記事:大牧海恵(ライティング・ゼミ平日コース)
 
 
新聞の人生相談を密かに楽しみにしている。土曜の朝刊を読むときは一番最初に開くくらいだ。
相談者の悩みは深く、自分に置き換えたら頭を抱えてしまうような内容も多いが、回答者が美輪明宏さん、上野千寿子さん、姜尚中さんなど人生経験豊かな方々で、ご自分の体験したことを織り交ぜ真剣に回答してくださる。毎回、深い回答を読んでは自分の考えの浅はかさを思い知り、目の覚める思いだった。
 
そんな風に今まで読むだけだった人生相談に、初めて相談を持ちかけたいと思うことができた。
 
この先の人生のロールモデルが見当たらず、どうしたらいいかわからないのだ。
 
ロールモデルとは自分が目標とする人のことである。
物心ついた時から自分の周りにはお手本とする人たちが沢山いた。
自分より優れた友達や憧れの先輩、親、兄弟、身近にいる人を参考に生きてきた。
また、悩んだ時や行き詰まった時にはたくさんの本を読んだ。
本屋に行けば、進学や就職、恋愛、結婚、出産や育児、家庭生活での家事の仕方や家計管理に至るまで沢山の情報があり、手軽に手に入れることができた。
 
しかし、これ以降、子育てが終わった後はもう「あがり」 なのか道標が見当たらない。本屋に行っても、終活とか介護とかちょっとヘビーなものばかり、田舎に引っ越したり、趣味のお店を開いたりするのも少し違うと思ってしまう。同世代は周りにいるものの、なかなか学生の頃のように、この先どう生きるのかについて話し合う機会はない。
 
親達はどうかというと、お天気の話をするのと同じテンションで、
「早く死にたいわ」 とか、
「布団に入って眠りにつく時、このまま目が覚めなくていいと思う」
とか言ったりする。
お金がなくて明日のご飯も買えないとか、病気で苦しんでいるとかの身の上の人の話ではない。年齢に見合ったくらいは健康で生活に不自由なく暮らしている80代の発言だ。
 
そんなことを言っていても、3食きちんと食べ、健康に気をつけて暮らしているので心配はないのだが、とにかく退屈しているようだ。

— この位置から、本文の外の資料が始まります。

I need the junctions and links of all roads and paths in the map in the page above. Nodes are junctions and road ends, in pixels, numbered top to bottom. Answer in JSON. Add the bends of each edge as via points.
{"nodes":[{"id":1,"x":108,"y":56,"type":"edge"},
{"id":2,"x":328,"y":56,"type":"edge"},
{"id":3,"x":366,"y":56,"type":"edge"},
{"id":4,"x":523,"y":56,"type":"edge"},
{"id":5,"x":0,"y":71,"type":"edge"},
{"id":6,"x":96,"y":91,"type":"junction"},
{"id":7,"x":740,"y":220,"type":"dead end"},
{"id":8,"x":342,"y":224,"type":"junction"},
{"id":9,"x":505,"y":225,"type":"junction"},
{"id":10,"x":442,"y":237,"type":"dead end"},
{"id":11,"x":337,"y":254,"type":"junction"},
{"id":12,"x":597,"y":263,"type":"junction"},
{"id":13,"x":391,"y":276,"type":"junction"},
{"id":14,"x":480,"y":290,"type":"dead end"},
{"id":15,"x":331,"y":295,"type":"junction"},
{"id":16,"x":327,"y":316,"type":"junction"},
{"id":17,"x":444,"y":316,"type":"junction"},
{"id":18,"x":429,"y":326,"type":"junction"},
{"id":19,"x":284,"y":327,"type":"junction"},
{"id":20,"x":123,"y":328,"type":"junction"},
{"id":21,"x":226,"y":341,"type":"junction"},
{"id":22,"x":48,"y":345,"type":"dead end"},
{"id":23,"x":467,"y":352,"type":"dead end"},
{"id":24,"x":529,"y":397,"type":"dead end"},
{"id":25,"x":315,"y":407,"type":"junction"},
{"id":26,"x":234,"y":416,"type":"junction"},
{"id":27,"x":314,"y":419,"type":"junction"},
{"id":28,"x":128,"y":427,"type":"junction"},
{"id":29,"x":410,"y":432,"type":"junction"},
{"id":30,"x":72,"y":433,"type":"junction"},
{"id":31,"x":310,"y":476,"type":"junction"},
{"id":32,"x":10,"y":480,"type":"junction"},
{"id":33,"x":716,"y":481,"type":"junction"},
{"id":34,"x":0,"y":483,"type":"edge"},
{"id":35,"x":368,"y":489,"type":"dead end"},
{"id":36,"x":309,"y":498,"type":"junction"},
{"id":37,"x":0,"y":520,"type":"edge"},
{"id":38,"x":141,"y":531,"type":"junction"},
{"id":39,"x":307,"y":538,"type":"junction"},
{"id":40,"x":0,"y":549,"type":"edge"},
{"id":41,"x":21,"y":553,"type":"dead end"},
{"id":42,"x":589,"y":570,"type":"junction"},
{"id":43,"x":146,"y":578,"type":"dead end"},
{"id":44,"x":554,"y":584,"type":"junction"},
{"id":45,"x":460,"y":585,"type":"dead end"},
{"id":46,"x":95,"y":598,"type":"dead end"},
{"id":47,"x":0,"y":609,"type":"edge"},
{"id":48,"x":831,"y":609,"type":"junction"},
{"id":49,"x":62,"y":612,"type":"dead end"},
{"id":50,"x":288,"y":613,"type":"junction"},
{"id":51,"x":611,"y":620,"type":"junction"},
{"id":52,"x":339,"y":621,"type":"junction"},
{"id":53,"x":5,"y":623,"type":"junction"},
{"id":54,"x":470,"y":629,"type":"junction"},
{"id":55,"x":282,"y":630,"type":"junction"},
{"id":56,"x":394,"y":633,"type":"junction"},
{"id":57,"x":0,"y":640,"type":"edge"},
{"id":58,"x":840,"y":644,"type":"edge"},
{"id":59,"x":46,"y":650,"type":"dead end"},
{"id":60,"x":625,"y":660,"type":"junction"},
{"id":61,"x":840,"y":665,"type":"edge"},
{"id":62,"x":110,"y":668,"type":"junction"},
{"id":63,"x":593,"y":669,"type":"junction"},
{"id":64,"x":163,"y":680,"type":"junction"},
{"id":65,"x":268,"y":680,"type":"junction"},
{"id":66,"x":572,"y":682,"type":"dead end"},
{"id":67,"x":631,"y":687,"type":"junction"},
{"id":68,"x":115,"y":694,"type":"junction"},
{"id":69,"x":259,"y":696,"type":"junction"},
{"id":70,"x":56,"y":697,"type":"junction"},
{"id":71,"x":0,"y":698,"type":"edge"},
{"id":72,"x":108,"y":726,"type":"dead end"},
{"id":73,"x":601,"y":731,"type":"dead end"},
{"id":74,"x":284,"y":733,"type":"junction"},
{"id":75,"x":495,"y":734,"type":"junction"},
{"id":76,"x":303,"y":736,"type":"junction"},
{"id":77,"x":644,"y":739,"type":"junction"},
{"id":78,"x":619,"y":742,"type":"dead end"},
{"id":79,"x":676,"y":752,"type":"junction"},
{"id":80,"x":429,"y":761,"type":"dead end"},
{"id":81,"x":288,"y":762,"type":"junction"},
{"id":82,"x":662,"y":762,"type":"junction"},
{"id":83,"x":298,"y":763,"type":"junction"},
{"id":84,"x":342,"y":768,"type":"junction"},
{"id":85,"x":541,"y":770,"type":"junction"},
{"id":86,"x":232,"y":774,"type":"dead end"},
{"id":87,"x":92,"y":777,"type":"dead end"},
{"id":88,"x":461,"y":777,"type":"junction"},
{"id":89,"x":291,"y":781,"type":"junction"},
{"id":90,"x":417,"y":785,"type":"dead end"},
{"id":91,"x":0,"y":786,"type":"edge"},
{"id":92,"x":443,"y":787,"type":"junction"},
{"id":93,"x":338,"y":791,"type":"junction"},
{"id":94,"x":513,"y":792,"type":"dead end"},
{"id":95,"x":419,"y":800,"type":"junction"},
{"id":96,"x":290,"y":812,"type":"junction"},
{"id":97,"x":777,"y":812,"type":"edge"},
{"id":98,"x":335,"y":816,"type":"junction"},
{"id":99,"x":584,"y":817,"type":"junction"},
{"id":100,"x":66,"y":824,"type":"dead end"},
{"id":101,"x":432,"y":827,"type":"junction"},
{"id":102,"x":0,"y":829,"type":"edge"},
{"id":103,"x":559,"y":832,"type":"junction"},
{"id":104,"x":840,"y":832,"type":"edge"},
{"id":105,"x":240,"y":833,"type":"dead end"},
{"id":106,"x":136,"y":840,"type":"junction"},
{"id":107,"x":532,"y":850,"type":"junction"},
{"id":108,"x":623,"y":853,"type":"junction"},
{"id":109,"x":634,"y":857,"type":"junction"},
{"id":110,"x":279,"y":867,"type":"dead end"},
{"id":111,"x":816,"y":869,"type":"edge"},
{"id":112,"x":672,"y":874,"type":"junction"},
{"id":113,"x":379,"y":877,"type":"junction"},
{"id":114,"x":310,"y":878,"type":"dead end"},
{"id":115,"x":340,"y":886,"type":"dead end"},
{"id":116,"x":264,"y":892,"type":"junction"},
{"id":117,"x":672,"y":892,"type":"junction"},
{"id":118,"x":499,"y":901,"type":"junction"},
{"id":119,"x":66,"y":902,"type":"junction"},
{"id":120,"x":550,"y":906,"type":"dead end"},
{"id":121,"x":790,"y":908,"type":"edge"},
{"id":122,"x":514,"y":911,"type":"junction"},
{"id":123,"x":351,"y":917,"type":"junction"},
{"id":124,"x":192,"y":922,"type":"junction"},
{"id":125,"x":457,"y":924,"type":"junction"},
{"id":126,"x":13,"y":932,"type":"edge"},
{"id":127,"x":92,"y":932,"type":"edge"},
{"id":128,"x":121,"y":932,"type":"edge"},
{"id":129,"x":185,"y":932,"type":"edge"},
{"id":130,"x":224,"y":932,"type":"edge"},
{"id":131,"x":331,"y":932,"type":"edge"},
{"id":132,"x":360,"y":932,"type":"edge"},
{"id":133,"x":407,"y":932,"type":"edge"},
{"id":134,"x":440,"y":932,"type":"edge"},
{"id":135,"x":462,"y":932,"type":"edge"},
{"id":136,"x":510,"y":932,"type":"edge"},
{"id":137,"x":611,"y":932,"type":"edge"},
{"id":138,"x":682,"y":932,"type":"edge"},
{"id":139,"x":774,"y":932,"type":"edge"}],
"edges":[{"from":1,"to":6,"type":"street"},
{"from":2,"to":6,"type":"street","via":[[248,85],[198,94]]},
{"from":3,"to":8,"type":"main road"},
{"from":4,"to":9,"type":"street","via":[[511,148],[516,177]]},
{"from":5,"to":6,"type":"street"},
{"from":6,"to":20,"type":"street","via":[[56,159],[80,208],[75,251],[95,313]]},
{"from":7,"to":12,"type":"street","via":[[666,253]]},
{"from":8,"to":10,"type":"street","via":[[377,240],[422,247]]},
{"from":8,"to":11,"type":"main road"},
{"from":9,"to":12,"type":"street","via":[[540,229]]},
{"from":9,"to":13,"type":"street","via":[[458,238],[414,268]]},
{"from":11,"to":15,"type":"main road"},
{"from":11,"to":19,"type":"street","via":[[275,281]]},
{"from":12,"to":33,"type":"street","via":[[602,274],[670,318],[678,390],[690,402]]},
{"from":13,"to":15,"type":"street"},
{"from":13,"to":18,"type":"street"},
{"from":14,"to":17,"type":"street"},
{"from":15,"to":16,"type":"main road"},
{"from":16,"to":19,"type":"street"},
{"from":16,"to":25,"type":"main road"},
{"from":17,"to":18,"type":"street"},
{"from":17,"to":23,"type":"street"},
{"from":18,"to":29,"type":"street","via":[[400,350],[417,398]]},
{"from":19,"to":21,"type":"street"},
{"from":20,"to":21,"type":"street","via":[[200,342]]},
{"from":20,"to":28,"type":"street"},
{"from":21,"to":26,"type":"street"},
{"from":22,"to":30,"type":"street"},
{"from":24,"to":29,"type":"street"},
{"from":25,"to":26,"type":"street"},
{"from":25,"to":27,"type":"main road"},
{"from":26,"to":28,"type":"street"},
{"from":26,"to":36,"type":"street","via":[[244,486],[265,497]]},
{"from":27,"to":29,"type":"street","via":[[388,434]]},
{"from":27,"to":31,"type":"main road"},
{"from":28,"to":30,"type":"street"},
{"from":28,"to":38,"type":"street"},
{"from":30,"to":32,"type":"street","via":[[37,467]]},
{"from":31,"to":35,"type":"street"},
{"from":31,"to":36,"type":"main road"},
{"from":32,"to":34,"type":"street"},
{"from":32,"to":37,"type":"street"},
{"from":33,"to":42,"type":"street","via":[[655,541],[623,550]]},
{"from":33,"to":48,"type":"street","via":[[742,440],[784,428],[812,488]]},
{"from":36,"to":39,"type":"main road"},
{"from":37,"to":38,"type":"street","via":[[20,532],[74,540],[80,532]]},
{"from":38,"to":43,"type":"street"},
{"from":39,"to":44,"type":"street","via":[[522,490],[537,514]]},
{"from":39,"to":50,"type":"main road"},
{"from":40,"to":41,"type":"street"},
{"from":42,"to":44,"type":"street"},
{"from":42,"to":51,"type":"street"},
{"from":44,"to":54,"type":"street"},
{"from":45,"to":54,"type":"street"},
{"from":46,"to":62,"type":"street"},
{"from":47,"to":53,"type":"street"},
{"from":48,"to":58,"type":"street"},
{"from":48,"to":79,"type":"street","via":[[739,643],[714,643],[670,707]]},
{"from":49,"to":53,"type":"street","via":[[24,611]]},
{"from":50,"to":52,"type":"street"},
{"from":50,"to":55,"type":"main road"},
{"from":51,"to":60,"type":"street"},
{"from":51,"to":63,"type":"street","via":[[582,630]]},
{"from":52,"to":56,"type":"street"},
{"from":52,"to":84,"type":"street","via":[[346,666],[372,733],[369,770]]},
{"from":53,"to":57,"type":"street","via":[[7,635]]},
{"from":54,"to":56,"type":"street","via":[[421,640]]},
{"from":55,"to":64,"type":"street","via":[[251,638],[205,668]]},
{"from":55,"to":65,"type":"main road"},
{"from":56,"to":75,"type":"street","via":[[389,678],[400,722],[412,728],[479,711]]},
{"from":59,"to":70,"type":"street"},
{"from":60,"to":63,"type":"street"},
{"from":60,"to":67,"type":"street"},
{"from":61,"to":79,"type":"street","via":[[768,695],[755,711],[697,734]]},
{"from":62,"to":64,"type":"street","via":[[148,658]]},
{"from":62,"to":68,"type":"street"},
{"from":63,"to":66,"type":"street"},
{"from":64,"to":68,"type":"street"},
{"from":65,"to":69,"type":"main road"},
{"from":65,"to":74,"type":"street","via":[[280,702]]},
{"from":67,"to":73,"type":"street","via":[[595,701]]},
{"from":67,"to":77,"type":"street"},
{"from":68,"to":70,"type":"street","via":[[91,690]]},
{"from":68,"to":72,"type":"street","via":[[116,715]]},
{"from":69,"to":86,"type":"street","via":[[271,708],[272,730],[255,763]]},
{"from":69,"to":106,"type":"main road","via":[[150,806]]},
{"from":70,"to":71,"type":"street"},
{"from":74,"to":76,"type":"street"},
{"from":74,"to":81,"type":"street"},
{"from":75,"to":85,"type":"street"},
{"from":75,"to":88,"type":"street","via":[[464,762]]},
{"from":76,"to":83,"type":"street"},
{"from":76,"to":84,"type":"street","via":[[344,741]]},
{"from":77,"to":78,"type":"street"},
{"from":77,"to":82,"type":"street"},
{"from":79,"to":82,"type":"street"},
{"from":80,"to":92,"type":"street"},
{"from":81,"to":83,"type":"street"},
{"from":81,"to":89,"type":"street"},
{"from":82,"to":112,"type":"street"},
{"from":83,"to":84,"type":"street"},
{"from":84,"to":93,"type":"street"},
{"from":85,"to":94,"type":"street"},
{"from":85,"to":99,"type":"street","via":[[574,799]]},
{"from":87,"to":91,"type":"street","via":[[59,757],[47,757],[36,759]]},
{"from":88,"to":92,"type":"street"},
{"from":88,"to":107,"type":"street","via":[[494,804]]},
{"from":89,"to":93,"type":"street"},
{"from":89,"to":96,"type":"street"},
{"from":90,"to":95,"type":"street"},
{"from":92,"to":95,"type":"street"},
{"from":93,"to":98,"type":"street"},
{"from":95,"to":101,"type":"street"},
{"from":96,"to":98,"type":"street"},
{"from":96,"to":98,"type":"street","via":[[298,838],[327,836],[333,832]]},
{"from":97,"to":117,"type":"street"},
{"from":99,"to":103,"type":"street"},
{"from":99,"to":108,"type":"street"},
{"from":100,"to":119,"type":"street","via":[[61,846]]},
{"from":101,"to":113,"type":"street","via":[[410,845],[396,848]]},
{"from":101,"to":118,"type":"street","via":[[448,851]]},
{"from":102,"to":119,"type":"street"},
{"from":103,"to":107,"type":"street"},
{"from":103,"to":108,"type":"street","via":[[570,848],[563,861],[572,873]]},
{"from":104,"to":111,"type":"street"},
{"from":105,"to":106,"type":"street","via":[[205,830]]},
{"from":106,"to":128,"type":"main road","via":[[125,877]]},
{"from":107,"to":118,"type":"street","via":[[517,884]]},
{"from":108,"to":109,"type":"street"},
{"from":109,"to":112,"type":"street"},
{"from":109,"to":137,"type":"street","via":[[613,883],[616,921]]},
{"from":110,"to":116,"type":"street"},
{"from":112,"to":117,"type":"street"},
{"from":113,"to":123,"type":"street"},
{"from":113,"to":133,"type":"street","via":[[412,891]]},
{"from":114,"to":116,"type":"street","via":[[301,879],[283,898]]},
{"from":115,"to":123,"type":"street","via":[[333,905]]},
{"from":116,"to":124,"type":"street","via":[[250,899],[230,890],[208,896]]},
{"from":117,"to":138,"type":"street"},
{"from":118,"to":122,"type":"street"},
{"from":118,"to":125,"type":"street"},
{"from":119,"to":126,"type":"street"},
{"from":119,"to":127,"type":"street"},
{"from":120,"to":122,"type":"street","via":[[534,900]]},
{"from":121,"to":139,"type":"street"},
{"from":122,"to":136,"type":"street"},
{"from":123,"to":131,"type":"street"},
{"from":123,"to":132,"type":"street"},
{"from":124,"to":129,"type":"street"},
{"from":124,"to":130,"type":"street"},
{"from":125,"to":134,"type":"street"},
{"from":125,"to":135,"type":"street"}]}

周りの80代も引きこもっている人が多いらしく「全然見かけないけどみんな家で何やってるのかしら?」と首をひねっている。
 
最近になって人生100年と言われるようになったが、過去を振り返るとこんなにも長生きする人が多いことはなかった。定年後、10年くらい旅行や趣味などを楽しんで寿命が来る。というロールモデルは古いものとなりつつあるのだろう。
 
自分は残りの時間をどんな風に過ごしていったらいいんだろう。
 
そんなことを考えるようになってしばらくしてから、友人に七夕の短冊をもらった。
可愛らしく星形に切り抜かれた短冊を前に願い事を考え、ふと、こんなことを書いた。
 
「好きなことを好きなようにする」
「やりたいことを全部して結果を残す」
 
なんて身の程知らずで傲慢な願いだと笑われるかもしれない。
しかし、これは自分に対する決意表明でもあった。
 
やりたいことをする。自分の一番欲しいものを手に入れるのは勇気のいることだ。周りに合わせたり、遠慮したりして、適当な所で妥協した方が楽だったりする。
 
でも、やりたいことをやらなきゃ面白くない。結果が出るほど頑張ればもっと楽しいだろう。
これから先は、誰かにやらされたり、付き合ったりする必要はない。
 
短冊を前に、そんな気持ちが湧いてきたのだ。
 
自分のやりたいことってなんだろう? そういえば、
 
私の大人になってからの夢は、
ベストセラー作家か建築家か大工さん。
 
子どもが小さい時に将来の夢について話した時に言った覚えがある。
自分自身が子どもの頃には無理だと思って挑戦することすら考えたことがなかったが、どうやら自分はものを作ることが好きみたいだ。
 
夢を持つことは楽しいことだ。すぐに叶わなくても、持ち続けることはできるし、ずっと楽しむことができる。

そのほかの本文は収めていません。